• What you have to do:
The job is to find each line of the records below that includes the word "Тынышпаева" and copy it.

Records from a data collection
========================================================================
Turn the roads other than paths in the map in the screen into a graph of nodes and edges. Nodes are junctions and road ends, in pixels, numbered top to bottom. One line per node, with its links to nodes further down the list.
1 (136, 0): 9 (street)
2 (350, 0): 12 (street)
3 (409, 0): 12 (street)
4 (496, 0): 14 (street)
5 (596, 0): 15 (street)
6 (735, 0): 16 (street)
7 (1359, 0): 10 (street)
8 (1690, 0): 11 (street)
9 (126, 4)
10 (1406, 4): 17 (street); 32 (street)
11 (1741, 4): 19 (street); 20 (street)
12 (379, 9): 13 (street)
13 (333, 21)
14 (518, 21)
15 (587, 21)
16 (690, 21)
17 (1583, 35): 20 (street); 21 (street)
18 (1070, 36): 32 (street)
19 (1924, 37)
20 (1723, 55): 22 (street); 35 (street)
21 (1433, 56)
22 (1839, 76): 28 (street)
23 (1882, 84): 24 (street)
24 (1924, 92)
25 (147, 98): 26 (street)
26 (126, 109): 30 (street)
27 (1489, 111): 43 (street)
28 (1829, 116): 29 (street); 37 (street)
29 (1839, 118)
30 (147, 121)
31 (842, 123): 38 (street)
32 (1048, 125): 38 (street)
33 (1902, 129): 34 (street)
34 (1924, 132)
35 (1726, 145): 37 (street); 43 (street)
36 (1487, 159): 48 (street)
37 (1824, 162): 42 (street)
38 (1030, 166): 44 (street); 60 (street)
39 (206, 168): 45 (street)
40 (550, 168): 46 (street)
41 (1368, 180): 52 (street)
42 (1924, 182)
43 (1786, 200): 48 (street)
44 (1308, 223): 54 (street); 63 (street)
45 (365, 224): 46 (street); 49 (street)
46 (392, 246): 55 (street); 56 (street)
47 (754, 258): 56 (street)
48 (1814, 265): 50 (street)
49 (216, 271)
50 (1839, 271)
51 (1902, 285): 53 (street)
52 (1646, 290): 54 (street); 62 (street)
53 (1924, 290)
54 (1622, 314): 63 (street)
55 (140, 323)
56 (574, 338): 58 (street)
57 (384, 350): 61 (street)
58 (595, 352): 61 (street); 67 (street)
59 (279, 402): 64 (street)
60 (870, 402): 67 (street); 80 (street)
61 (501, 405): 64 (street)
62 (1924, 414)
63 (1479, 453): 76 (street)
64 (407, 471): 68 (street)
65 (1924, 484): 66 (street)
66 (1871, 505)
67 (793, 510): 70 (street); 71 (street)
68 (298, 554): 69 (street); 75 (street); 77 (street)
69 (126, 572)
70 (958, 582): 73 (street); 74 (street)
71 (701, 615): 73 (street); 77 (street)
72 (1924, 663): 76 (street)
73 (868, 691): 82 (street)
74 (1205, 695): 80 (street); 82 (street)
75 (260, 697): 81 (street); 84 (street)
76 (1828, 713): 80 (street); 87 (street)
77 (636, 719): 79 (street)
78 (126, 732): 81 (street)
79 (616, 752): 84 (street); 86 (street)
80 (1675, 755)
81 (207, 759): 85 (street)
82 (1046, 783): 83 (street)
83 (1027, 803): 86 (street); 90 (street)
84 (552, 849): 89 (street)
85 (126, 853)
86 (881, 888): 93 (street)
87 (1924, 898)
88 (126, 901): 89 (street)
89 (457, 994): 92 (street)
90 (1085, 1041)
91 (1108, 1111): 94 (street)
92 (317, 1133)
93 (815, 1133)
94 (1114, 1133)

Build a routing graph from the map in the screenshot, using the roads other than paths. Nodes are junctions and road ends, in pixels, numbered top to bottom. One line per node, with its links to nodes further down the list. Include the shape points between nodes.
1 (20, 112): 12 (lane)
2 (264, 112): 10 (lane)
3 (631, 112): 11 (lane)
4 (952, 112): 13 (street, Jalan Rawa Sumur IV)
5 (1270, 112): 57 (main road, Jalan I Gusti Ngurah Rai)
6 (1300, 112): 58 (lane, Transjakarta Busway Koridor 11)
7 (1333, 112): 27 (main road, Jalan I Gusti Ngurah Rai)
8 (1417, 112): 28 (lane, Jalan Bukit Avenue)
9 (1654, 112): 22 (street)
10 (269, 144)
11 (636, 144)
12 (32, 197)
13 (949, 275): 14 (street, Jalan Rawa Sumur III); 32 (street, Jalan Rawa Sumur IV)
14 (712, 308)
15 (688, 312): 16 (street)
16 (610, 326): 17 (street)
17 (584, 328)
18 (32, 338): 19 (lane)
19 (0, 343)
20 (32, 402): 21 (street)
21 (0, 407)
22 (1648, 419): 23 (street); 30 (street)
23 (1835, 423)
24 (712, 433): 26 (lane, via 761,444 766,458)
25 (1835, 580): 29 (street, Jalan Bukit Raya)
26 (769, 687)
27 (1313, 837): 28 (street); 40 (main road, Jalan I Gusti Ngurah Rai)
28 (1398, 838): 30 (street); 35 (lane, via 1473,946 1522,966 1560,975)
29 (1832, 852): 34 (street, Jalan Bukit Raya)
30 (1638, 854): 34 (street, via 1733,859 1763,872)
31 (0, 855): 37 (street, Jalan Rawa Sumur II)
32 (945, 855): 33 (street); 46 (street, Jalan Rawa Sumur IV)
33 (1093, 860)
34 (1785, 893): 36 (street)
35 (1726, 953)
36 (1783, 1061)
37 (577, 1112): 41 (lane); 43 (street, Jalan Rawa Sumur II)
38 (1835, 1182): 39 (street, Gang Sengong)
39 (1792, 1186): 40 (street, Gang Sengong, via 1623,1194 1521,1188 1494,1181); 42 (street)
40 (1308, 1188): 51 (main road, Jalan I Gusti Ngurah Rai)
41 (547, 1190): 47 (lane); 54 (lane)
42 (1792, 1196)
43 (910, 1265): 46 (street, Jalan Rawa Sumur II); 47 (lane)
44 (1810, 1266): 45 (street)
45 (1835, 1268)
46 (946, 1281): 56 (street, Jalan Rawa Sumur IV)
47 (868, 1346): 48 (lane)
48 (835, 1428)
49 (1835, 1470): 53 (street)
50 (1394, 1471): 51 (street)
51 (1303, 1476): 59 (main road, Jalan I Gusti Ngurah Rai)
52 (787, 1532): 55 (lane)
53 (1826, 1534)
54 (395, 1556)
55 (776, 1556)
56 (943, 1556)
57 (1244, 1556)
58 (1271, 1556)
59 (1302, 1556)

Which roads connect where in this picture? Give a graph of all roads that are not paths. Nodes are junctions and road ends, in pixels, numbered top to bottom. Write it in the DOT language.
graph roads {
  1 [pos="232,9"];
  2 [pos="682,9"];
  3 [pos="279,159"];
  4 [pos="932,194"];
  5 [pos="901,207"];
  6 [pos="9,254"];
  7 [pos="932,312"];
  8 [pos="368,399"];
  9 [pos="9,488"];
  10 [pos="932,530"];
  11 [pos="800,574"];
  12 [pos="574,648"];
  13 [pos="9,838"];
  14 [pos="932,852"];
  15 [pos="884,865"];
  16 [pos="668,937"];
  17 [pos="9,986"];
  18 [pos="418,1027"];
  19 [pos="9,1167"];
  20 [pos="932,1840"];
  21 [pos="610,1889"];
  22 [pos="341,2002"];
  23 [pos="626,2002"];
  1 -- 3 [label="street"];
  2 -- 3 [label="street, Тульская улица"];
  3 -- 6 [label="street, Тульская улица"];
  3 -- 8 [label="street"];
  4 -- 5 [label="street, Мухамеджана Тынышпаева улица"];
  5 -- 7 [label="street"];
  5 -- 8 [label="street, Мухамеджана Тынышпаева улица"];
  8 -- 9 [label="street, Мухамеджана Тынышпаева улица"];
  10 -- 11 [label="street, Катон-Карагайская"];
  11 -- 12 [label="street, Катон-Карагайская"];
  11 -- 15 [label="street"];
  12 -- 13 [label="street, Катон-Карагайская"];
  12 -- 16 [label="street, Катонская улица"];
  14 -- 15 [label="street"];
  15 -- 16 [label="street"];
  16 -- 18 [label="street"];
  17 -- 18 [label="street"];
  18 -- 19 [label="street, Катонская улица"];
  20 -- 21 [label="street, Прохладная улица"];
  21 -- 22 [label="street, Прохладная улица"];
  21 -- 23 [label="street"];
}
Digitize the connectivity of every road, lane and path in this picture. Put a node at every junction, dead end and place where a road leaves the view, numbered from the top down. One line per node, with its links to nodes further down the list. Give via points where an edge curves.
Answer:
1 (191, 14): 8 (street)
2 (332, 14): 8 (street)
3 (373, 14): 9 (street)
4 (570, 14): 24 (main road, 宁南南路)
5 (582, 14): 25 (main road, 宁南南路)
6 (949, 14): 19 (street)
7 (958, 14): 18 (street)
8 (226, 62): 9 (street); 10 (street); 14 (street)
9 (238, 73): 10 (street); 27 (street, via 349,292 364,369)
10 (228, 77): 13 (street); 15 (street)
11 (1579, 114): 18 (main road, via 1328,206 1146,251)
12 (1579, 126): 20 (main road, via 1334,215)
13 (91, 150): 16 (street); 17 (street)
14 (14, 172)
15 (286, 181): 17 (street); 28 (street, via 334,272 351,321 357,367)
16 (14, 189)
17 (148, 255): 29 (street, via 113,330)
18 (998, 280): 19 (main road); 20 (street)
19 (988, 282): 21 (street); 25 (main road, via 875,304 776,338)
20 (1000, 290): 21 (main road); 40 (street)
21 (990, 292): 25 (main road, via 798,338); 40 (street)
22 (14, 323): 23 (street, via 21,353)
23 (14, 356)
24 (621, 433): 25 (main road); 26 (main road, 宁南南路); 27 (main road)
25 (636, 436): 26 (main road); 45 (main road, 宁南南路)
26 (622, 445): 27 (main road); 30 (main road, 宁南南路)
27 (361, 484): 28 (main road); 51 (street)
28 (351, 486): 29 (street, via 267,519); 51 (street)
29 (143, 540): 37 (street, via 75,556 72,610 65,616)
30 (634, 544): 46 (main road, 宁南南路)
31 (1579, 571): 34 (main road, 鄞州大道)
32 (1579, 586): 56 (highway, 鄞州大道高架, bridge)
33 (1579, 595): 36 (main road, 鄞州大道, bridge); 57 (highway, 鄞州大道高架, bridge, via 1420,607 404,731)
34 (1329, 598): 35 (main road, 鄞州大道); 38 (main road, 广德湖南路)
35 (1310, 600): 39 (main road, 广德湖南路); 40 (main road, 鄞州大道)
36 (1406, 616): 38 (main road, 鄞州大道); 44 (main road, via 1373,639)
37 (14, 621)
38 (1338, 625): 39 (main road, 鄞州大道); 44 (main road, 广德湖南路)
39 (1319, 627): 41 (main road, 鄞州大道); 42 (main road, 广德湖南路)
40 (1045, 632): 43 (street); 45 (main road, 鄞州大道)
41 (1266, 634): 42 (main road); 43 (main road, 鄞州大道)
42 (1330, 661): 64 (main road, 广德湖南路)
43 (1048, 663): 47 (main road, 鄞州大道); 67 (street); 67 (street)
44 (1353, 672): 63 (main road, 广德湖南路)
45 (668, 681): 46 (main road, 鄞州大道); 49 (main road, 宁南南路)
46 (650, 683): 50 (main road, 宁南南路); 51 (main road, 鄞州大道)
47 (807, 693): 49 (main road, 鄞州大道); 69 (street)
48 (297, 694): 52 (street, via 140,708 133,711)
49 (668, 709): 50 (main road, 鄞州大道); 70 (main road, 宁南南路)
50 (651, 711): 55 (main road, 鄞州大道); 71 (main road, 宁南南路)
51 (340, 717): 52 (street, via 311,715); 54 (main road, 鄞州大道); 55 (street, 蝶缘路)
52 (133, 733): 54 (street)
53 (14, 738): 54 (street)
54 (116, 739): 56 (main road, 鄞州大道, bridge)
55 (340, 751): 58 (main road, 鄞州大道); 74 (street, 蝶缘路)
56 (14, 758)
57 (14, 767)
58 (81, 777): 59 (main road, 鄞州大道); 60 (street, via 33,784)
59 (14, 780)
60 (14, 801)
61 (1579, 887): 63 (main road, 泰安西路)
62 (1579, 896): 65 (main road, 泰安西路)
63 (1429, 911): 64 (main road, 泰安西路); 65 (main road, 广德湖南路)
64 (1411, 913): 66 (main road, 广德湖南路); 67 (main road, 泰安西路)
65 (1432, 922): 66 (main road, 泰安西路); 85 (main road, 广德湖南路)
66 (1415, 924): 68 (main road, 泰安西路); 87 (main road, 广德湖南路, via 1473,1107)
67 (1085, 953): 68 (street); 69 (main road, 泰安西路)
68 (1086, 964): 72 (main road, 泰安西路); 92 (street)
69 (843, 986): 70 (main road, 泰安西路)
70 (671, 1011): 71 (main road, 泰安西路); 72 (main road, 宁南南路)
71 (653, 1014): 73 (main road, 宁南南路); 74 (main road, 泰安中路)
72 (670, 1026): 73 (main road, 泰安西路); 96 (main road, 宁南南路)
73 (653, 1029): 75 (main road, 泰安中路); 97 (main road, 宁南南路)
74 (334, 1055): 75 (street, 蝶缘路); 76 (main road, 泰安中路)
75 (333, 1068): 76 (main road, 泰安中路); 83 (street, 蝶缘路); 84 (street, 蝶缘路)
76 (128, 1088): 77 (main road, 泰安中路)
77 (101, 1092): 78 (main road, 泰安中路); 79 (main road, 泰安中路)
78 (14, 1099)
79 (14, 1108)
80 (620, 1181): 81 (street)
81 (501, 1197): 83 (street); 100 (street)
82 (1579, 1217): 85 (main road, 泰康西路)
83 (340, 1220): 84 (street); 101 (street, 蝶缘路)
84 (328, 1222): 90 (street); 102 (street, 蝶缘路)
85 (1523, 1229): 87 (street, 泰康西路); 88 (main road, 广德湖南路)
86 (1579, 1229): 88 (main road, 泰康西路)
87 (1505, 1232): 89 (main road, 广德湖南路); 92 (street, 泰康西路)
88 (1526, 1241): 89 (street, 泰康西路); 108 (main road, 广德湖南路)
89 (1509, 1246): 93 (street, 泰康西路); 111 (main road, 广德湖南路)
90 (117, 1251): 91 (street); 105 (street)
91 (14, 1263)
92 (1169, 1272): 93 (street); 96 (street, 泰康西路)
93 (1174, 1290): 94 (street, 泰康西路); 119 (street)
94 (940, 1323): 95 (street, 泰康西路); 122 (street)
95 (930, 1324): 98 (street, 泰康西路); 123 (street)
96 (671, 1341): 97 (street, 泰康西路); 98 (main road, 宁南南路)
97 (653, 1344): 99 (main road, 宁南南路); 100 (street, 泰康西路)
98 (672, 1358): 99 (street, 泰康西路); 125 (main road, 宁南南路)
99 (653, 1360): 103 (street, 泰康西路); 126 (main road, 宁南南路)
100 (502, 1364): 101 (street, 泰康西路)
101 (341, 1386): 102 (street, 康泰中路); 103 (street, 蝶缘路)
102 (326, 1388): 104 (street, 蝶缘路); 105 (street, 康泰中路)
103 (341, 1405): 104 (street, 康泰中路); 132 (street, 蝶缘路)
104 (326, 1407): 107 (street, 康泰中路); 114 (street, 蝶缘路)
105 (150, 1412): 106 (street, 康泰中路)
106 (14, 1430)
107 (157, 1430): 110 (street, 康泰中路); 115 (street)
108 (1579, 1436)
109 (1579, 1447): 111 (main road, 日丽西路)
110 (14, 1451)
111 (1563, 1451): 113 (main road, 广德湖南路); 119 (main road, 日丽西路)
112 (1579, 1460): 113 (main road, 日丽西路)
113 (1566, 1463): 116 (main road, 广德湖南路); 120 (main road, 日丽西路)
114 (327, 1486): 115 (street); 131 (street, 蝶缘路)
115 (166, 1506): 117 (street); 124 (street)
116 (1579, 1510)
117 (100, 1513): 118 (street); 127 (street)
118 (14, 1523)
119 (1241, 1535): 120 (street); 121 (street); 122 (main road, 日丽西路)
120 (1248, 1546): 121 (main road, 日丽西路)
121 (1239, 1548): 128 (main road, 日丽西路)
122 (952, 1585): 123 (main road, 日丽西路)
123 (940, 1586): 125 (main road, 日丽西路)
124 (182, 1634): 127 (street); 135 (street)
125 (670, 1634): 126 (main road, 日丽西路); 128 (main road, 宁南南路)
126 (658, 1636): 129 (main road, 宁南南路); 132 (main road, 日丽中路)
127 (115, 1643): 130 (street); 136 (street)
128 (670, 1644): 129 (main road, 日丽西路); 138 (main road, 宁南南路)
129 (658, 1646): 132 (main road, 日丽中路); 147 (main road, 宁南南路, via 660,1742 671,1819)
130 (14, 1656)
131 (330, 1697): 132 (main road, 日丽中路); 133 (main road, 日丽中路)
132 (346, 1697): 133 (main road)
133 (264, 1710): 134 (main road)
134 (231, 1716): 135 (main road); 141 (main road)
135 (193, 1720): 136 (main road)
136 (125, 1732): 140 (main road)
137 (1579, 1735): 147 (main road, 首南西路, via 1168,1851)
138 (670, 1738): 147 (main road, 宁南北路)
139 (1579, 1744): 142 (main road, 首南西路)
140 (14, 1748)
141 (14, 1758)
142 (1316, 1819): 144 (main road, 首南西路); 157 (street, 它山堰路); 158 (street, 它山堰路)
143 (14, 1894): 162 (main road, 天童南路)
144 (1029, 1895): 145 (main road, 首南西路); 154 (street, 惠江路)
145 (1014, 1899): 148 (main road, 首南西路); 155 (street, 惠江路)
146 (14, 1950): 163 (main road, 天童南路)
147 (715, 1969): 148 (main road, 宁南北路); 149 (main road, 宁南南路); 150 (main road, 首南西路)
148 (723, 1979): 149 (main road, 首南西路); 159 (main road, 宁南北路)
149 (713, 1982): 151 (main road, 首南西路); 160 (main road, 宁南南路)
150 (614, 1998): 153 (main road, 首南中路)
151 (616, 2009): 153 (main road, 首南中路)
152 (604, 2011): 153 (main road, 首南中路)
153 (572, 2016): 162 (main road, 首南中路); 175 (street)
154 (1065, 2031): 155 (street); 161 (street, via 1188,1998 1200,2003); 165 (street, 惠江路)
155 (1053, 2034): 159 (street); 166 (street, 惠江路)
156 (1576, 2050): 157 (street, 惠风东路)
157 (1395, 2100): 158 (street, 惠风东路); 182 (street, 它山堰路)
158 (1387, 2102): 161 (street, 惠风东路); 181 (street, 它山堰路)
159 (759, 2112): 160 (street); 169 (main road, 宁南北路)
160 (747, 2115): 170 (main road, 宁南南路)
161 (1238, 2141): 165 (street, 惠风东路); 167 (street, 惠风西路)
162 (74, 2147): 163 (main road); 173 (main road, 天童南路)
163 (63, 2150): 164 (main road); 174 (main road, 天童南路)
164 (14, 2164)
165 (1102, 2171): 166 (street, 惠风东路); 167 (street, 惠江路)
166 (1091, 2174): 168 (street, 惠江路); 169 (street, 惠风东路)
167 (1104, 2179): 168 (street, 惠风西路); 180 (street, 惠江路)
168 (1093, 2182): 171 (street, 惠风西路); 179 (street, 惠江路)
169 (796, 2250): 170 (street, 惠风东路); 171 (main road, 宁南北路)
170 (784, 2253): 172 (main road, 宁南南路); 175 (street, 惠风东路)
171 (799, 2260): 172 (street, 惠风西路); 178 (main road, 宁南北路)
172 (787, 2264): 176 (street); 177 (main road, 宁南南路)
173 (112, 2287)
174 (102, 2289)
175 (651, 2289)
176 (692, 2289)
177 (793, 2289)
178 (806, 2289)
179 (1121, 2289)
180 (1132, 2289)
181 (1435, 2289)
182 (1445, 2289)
========================================================================
• Answer for this exercise:
  4 -- 5 [label="street, Мухамеджана Тынышпаева улица"];
  5 -- 8 [label="street, Мухамеджана Тынышпаева улица"];
  8 -- 9 [label="street, Мухамеджана Тынышпаева улица"];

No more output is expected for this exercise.